_Prompt_: Set down the data below in full, exactly as it reads, but without the pictures.
BEGIN Given information
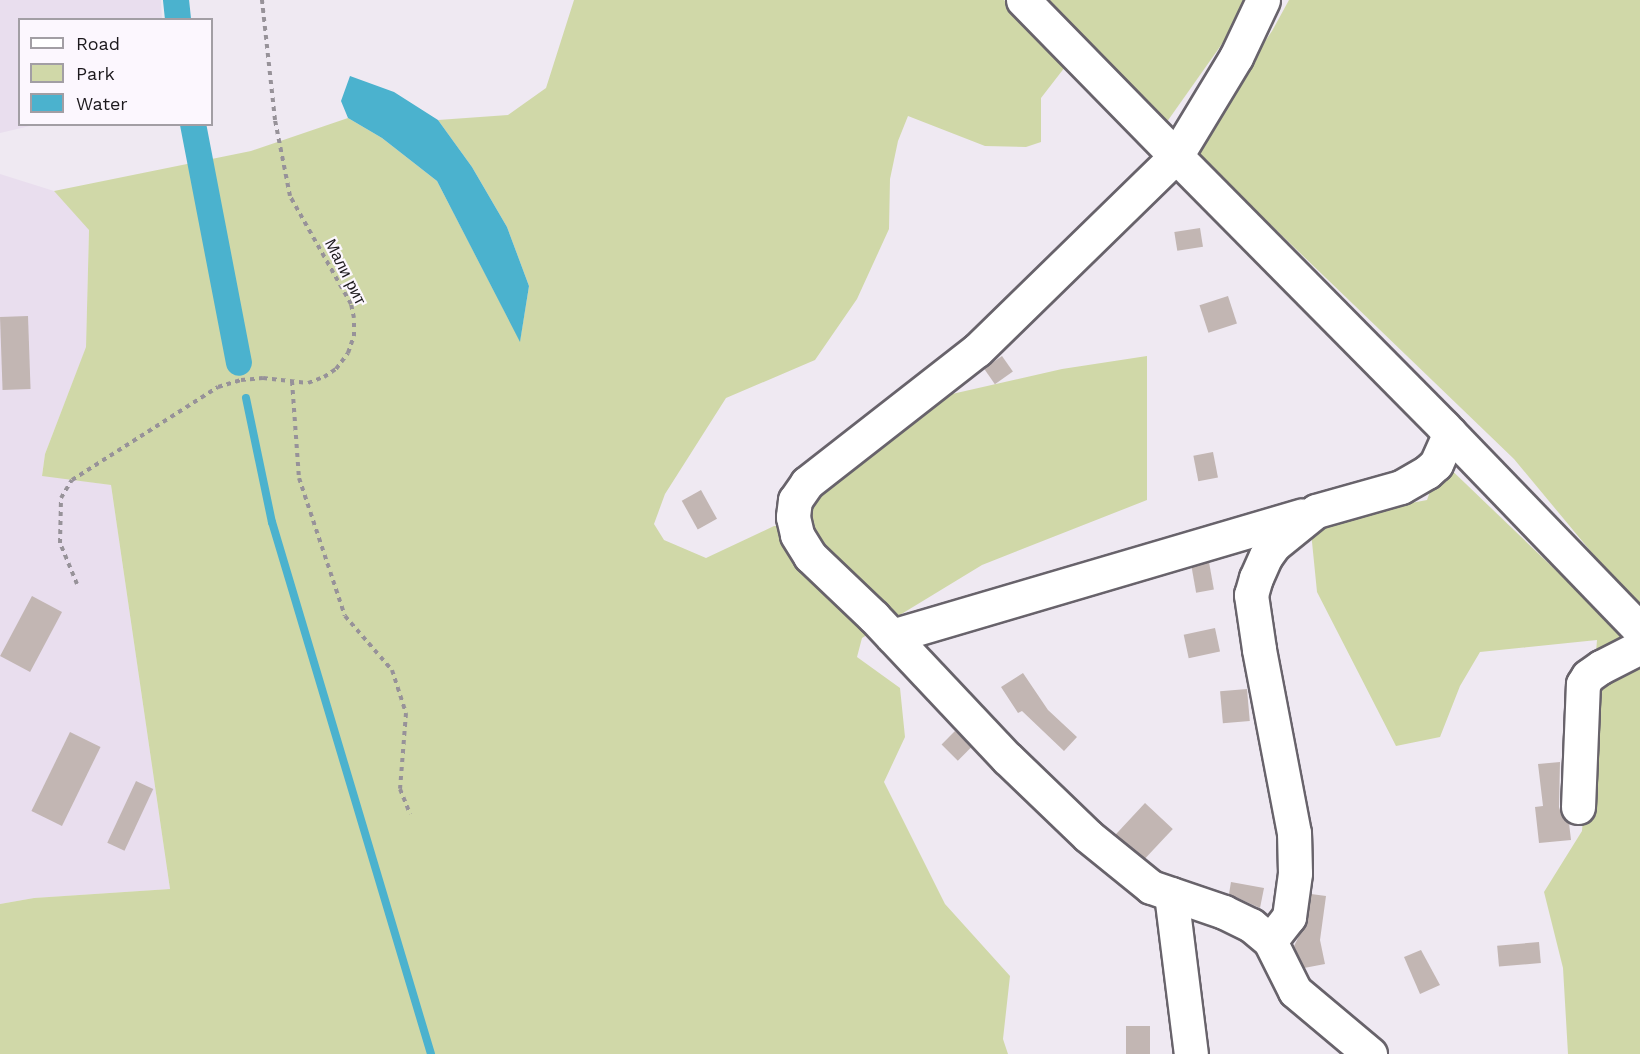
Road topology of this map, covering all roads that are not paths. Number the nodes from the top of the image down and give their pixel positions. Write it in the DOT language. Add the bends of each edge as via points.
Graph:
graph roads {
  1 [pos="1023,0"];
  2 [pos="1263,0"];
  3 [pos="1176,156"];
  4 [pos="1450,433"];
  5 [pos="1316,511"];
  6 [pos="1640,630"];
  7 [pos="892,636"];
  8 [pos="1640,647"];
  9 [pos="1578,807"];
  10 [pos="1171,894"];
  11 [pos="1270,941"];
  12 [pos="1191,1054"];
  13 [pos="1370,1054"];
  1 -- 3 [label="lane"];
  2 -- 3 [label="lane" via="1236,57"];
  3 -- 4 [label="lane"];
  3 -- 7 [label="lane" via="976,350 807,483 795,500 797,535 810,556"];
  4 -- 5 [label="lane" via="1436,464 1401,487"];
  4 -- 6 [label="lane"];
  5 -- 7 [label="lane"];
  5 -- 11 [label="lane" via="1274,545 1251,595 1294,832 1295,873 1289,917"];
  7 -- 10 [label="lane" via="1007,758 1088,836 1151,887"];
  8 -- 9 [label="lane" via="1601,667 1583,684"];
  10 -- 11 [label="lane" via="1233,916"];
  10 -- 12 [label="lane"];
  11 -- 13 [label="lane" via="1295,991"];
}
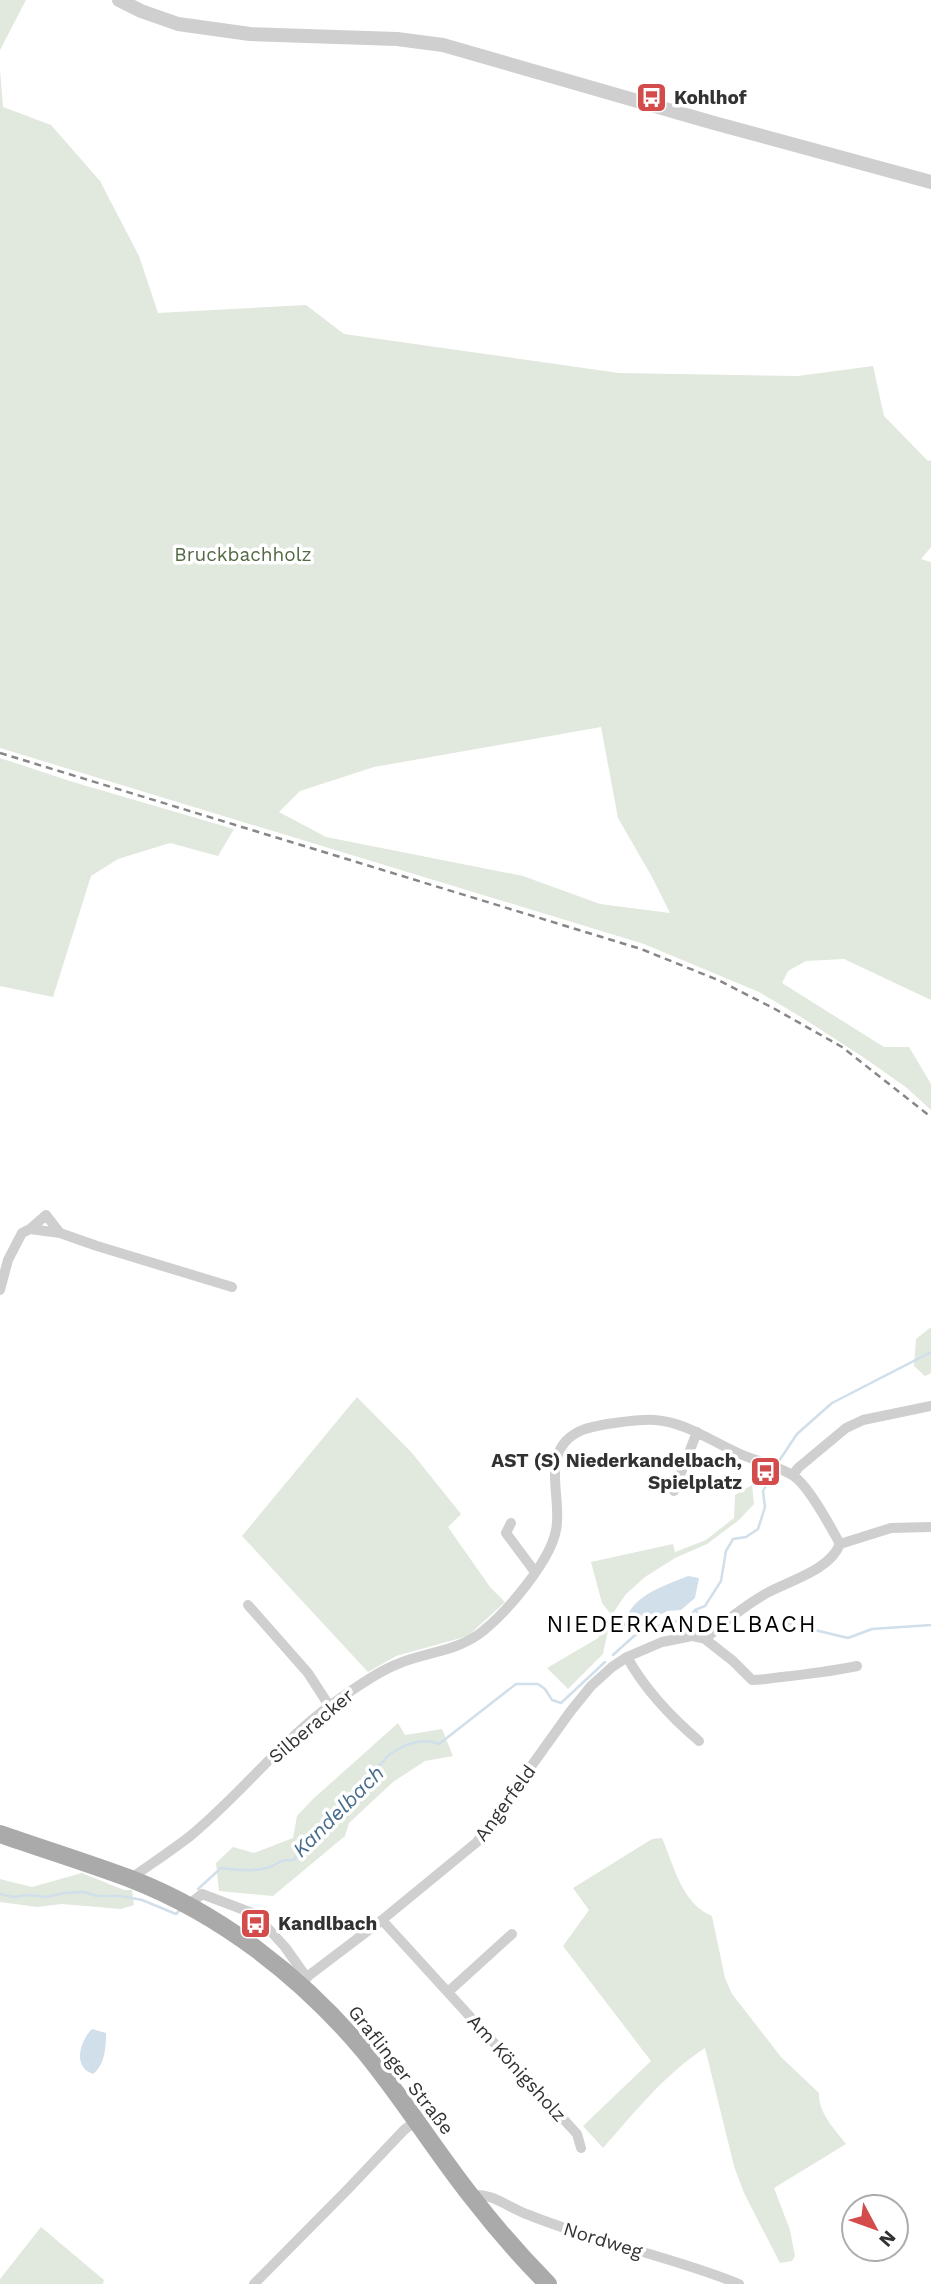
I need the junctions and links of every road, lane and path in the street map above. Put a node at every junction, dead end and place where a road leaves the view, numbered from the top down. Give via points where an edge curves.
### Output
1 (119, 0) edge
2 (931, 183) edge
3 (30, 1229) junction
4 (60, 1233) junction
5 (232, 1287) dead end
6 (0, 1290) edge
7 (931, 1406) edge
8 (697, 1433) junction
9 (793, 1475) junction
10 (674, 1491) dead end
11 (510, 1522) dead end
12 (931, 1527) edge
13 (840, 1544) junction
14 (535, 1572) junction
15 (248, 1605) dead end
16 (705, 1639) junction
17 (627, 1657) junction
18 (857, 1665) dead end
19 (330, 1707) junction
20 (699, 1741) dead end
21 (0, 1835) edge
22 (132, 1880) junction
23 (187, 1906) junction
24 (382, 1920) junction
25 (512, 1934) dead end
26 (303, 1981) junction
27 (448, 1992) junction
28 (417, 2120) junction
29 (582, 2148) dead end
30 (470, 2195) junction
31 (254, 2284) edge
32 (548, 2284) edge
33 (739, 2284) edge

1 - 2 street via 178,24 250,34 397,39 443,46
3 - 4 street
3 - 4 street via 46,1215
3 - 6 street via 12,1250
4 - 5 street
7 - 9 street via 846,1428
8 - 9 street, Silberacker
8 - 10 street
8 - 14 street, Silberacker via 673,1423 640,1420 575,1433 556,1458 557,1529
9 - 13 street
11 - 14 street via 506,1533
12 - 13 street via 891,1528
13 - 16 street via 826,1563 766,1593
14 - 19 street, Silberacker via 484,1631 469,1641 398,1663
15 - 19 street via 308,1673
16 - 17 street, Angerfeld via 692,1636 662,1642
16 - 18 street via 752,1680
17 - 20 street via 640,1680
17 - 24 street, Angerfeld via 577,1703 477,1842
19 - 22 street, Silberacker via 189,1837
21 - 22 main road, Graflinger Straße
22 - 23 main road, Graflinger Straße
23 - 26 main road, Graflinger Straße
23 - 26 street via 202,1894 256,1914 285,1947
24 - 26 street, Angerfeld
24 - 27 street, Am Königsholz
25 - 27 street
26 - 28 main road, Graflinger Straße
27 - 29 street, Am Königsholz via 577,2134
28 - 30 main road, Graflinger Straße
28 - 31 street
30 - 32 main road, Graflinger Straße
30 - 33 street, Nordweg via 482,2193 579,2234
END Given information
_Completed exercise_:
Road topology of this map, covering all roads that are not paths. Number the nodes from the top of the image down and give their pixel positions. Write it in the DOT language. Add the bends of each edge as via points.
Graph:
graph roads {
  1 [pos="1023,0"];
  2 [pos="1263,0"];
  3 [pos="1176,156"];
  4 [pos="1450,433"];
  5 [pos="1316,511"];
  6 [pos="1640,630"];
  7 [pos="892,636"];
  8 [pos="1640,647"];
  9 [pos="1578,807"];
  10 [pos="1171,894"];
  11 [pos="1270,941"];
  12 [pos="1191,1054"];
  13 [pos="1370,1054"];
  1 -- 3 [label="lane"];
  2 -- 3 [label="lane" via="1236,57"];
  3 -- 4 [label="lane"];
  3 -- 7 [label="lane" via="976,350 807,483 795,500 797,535 810,556"];
  4 -- 5 [label="lane" via="1436,464 1401,487"];
  4 -- 6 [label="lane"];
  5 -- 7 [label="lane"];
  5 -- 11 [label="lane" via="1274,545 1251,595 1294,832 1295,873 1289,917"];
  7 -- 10 [label="lane" via="1007,758 1088,836 1151,887"];
  8 -- 9 [label="lane" via="1601,667 1583,684"];
  10 -- 11 [label="lane" via="1233,916"];
  10 -- 12 [label="lane"];
  11 -- 13 [label="lane" via="1295,991"];
}
I need the junctions and links of every road, lane and path in the street map above. Put a node at every junction, dead end and place where a road leaves the view, numbered from the top down. Give via points where an edge curves.
### Output
1 (119, 0) edge
2 (931, 183) edge
3 (30, 1229) junction
4 (60, 1233) junction
5 (232, 1287) dead end
6 (0, 1290) edge
7 (931, 1406) edge
8 (697, 1433) junction
9 (793, 1475) junction
10 (674, 1491) dead end
11 (510, 1522) dead end
12 (931, 1527) edge
13 (840, 1544) junction
14 (535, 1572) junction
15 (248, 1605) dead end
16 (705, 1639) junction
17 (627, 1657) junction
18 (857, 1665) dead end
19 (330, 1707) junction
20 (699, 1741) dead end
21 (0, 1835) edge
22 (132, 1880) junction
23 (187, 1906) junction
24 (382, 1920) junction
25 (512, 1934) dead end
26 (303, 1981) junction
27 (448, 1992) junction
28 (417, 2120) junction
29 (582, 2148) dead end
30 (470, 2195) junction
31 (254, 2284) edge
32 (548, 2284) edge
33 (739, 2284) edge

1 - 2 street via 178,24 250,34 397,39 443,46
3 - 4 street
3 - 4 street via 46,1215
3 - 6 street via 12,1250
4 - 5 street
7 - 9 street via 846,1428
8 - 9 street, Silberacker
8 - 10 street
8 - 14 street, Silberacker via 673,1423 640,1420 575,1433 556,1458 557,1529
9 - 13 street
11 - 14 street via 506,1533
12 - 13 street via 891,1528
13 - 16 street via 826,1563 766,1593
14 - 19 street, Silberacker via 484,1631 469,1641 398,1663
15 - 19 street via 308,1673
16 - 17 street, Angerfeld via 692,1636 662,1642
16 - 18 street via 752,1680
17 - 20 street via 640,1680
17 - 24 street, Angerfeld via 577,1703 477,1842
19 - 22 street, Silberacker via 189,1837
21 - 22 main road, Graflinger Straße
22 - 23 main road, Graflinger Straße
23 - 26 main road, Graflinger Straße
23 - 26 street via 202,1894 256,1914 285,1947
24 - 26 street, Angerfeld
24 - 27 street, Am Königsholz
25 - 27 street
26 - 28 main road, Graflinger Straße
27 - 29 street, Am Königsholz via 577,2134
28 - 30 main road, Graflinger Straße
28 - 31 street
30 - 32 main road, Graflinger Straße
30 - 33 street, Nordweg via 482,2193 579,2234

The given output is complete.